**WHAT IS BEING ASKED**. Whenever a line of the entries below holds the string "places", copy that line and return it.

___ STUDY MATERIAL ___

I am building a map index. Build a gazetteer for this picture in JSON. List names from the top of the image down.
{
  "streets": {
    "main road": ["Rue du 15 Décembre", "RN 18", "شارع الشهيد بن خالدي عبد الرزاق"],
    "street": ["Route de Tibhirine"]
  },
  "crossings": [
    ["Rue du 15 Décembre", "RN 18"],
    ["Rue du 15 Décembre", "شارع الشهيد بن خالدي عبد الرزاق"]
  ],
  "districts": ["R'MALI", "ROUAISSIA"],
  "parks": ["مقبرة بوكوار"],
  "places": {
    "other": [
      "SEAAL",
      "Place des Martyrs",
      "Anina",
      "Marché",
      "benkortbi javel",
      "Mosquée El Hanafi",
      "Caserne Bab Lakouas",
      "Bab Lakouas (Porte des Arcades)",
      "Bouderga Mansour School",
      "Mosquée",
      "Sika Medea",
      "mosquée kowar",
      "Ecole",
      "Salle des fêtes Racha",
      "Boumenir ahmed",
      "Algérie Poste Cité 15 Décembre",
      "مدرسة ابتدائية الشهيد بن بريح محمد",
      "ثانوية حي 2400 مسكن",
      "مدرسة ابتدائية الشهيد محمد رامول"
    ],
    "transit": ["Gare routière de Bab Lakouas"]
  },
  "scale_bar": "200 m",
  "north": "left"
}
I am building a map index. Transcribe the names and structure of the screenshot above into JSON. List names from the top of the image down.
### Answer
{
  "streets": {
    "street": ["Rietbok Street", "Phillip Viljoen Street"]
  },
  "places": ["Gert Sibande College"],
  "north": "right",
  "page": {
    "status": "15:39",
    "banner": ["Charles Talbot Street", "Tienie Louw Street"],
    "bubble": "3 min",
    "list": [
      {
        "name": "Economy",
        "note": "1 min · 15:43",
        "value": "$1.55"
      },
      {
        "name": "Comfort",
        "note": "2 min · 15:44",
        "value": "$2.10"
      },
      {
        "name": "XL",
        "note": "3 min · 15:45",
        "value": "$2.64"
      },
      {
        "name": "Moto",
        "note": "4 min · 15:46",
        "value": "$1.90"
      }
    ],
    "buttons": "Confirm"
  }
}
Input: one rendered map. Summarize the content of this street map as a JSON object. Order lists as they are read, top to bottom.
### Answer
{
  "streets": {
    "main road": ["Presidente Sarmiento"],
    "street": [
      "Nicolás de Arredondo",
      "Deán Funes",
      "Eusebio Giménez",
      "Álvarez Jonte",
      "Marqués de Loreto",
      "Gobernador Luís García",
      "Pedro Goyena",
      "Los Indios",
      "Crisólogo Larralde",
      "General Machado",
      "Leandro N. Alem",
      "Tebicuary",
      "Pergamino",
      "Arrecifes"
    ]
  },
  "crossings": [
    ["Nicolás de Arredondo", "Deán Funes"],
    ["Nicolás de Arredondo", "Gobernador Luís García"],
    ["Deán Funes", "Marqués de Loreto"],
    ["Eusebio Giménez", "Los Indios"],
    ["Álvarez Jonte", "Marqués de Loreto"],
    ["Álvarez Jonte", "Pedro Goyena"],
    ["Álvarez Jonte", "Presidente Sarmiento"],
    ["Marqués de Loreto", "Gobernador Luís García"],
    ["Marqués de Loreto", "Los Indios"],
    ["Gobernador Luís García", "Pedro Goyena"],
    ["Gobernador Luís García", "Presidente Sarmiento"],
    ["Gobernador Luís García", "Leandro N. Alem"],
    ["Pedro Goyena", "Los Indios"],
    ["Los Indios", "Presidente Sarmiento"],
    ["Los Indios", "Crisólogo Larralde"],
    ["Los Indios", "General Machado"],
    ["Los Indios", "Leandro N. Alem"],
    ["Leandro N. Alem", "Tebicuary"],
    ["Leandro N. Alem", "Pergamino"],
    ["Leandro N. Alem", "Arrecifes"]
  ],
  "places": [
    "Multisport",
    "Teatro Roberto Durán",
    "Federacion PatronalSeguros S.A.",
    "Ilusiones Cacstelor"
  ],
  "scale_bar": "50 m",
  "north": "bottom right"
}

___

**WRITTEN RESPONSE**.
  "places": {
  "places": ["Gert Sibande College"],
  "places": [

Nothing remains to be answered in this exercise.